:: Exercise details ::
Determine how many lines in the listing contain the string "Колпакова". Only that number goes in the answer.

:: Material for the task ::
- - - -
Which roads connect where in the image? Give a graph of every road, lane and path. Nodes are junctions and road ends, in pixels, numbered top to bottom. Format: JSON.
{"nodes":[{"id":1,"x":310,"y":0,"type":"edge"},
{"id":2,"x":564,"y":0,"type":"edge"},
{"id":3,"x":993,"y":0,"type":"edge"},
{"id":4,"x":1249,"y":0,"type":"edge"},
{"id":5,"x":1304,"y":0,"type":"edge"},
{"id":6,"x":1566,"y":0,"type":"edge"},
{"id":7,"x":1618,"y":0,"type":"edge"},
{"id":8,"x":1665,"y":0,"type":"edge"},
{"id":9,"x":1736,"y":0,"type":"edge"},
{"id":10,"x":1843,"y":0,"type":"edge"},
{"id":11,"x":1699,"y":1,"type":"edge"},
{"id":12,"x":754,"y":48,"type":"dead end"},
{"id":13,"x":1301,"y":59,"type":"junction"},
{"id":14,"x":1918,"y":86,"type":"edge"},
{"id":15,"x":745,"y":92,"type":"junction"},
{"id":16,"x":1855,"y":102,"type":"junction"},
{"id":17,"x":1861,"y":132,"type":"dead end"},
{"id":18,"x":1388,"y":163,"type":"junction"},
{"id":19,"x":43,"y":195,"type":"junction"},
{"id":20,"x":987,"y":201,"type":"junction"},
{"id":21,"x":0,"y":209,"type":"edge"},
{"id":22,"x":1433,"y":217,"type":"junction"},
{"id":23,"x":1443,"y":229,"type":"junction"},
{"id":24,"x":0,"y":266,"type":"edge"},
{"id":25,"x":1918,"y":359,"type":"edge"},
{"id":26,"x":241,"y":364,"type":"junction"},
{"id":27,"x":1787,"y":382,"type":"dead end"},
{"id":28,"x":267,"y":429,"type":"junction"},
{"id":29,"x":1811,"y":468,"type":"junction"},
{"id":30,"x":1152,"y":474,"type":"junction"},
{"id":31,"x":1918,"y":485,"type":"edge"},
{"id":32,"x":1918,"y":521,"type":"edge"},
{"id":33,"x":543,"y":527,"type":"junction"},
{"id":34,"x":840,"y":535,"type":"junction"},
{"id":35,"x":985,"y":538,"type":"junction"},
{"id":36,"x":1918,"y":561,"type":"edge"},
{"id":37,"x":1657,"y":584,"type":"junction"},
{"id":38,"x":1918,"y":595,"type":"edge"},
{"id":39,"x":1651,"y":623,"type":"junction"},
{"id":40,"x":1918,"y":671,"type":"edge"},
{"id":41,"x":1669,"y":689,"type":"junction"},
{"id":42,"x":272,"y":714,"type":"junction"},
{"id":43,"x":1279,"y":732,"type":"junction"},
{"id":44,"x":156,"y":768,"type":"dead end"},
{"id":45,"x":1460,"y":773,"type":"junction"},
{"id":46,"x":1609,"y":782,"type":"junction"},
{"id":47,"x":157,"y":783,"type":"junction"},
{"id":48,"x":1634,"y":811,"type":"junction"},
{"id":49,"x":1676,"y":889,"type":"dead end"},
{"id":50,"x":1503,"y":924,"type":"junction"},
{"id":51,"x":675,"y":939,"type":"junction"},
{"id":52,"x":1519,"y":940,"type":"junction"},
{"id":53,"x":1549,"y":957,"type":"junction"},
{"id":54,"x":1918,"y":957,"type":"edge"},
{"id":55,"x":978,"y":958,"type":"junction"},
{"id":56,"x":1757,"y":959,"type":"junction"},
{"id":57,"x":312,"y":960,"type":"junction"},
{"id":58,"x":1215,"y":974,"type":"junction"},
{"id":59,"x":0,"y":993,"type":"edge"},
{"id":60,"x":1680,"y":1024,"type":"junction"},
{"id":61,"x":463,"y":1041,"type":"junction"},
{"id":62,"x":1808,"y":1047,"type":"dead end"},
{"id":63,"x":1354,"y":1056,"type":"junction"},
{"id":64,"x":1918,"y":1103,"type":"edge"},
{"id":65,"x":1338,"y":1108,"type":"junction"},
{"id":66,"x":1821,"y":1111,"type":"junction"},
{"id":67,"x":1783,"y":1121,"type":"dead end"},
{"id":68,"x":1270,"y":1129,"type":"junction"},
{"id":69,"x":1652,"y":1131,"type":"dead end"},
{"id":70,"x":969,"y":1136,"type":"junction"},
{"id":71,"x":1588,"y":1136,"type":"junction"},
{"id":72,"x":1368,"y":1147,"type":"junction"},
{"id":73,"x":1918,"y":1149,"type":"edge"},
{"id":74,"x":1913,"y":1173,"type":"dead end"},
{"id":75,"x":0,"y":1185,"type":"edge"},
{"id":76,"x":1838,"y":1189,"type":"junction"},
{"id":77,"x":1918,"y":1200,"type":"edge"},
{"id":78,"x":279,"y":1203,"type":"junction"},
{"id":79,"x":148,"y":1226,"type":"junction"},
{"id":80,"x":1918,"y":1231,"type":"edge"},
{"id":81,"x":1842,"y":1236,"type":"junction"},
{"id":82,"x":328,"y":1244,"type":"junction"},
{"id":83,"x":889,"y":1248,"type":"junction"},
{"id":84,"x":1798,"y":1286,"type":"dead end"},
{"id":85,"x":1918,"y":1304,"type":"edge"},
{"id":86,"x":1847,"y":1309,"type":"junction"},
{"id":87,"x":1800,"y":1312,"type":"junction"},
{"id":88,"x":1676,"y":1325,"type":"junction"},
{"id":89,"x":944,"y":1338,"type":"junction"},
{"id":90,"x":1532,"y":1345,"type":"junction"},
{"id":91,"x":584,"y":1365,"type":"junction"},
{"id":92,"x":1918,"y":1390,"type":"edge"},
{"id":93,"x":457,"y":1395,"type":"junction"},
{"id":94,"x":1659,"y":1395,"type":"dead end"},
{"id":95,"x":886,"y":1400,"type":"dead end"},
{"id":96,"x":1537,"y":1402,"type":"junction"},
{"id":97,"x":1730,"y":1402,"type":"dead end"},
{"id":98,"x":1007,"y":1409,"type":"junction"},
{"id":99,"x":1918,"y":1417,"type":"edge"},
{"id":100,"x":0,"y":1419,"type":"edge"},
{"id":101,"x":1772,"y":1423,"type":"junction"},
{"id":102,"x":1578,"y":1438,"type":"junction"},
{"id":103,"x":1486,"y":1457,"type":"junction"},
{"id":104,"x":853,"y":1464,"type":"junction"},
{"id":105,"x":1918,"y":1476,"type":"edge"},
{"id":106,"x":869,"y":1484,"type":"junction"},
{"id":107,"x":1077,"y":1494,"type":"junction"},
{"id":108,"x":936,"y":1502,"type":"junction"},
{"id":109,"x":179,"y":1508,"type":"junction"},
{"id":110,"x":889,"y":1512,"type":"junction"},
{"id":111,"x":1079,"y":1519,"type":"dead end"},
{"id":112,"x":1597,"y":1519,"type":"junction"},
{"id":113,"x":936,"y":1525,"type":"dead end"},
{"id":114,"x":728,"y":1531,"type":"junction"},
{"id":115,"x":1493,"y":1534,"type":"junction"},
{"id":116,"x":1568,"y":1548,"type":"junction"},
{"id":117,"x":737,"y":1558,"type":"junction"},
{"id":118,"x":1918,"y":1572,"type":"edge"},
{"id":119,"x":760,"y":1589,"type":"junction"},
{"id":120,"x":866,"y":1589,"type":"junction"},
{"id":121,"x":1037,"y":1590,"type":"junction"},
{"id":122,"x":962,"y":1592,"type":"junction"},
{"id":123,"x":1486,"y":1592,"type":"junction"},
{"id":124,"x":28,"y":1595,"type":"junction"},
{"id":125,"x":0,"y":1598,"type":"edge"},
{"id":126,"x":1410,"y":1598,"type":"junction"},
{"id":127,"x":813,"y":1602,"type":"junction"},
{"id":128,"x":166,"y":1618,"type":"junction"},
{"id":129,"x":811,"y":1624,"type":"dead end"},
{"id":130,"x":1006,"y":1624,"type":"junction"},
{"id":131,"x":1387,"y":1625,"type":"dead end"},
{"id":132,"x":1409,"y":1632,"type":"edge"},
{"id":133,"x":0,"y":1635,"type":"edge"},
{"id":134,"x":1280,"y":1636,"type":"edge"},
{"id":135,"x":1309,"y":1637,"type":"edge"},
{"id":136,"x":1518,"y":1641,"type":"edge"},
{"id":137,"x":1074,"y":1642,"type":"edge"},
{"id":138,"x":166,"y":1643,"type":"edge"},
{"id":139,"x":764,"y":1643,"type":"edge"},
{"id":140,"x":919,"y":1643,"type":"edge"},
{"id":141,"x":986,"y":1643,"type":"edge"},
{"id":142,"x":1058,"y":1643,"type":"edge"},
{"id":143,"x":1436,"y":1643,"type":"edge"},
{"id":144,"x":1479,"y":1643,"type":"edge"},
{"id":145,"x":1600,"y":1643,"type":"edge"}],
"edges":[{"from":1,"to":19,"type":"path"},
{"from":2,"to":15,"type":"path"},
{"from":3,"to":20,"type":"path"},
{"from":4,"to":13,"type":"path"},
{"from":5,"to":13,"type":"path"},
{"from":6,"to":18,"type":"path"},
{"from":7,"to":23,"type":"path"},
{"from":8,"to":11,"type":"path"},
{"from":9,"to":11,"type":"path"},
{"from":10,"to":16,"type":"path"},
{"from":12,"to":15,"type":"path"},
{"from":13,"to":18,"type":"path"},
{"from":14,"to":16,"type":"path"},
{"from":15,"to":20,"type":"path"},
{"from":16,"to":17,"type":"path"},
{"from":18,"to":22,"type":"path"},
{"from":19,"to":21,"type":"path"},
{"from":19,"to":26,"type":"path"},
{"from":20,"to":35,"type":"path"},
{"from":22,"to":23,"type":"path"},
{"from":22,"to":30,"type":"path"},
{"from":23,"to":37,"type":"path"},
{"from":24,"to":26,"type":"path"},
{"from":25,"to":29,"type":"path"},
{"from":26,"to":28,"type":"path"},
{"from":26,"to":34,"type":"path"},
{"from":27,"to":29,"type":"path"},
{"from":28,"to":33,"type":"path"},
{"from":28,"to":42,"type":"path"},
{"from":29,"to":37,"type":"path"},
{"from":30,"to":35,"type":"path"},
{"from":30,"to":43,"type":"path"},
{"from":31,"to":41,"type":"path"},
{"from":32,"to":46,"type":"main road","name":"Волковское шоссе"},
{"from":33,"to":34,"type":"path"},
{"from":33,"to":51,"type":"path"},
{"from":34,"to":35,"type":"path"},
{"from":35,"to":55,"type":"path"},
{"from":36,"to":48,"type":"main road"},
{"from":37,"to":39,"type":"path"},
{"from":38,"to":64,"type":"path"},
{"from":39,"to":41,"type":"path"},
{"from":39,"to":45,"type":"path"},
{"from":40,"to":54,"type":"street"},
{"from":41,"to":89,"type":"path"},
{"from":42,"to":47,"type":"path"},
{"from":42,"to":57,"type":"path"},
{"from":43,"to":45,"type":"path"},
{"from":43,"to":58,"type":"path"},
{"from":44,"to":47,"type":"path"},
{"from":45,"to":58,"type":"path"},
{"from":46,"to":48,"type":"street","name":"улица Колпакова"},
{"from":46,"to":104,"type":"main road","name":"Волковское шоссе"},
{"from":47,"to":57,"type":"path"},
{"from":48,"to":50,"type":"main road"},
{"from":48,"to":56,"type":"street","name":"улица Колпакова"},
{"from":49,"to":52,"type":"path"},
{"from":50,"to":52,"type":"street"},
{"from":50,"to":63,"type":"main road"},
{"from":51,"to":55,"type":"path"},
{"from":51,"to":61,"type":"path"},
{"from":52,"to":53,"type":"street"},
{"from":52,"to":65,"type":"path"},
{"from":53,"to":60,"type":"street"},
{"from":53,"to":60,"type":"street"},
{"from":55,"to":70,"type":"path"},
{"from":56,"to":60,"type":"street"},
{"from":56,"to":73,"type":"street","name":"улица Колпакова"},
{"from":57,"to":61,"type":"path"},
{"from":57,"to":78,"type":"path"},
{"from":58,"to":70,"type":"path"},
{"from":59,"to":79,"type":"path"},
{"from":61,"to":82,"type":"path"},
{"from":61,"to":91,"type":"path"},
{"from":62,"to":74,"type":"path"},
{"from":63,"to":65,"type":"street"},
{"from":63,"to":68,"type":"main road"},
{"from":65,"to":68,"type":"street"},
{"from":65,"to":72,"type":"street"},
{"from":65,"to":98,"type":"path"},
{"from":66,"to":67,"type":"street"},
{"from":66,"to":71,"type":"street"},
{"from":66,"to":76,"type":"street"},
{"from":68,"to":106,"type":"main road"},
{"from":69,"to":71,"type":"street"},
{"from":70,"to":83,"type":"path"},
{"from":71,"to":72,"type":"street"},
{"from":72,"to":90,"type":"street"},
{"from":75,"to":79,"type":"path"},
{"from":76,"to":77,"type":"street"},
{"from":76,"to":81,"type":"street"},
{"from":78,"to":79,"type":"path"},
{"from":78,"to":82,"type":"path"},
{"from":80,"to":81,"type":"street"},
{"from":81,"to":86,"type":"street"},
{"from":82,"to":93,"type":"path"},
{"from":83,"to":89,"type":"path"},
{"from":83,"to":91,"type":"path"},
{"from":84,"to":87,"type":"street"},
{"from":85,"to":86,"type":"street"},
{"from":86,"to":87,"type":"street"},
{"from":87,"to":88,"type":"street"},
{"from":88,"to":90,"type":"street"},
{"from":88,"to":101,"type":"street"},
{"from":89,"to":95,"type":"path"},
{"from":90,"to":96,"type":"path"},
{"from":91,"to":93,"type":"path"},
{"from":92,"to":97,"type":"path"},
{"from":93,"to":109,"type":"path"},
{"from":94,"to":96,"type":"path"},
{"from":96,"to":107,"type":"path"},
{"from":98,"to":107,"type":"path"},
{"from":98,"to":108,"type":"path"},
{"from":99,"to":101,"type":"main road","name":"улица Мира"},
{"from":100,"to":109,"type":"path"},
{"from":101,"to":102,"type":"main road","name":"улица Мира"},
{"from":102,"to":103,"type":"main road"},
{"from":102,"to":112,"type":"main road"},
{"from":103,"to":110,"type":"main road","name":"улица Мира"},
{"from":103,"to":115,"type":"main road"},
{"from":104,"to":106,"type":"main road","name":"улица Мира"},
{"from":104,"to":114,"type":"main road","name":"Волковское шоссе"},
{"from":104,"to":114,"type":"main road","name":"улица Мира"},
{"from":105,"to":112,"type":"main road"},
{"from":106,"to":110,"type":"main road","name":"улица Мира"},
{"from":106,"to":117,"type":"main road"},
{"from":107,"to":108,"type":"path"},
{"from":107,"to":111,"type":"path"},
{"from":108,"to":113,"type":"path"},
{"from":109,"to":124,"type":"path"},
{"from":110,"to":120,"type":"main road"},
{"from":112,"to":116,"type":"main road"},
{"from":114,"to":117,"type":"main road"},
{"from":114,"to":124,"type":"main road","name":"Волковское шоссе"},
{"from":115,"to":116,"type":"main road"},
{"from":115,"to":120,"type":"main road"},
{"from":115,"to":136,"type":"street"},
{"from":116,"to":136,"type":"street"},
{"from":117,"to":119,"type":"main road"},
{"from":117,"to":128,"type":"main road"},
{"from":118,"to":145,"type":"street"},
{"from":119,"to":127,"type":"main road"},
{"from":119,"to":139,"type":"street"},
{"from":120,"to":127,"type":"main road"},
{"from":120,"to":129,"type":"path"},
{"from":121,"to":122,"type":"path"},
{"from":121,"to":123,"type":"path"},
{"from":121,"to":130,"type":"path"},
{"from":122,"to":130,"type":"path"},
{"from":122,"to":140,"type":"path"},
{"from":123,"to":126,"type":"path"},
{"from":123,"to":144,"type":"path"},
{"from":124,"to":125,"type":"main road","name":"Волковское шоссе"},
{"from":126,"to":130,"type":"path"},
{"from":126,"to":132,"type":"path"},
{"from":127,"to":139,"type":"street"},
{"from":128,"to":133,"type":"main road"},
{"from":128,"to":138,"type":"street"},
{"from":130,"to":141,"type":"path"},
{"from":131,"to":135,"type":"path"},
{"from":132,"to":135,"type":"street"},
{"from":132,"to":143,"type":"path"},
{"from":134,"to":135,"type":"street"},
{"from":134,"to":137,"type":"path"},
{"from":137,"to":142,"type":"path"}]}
- - - -
:: Answer area ::
3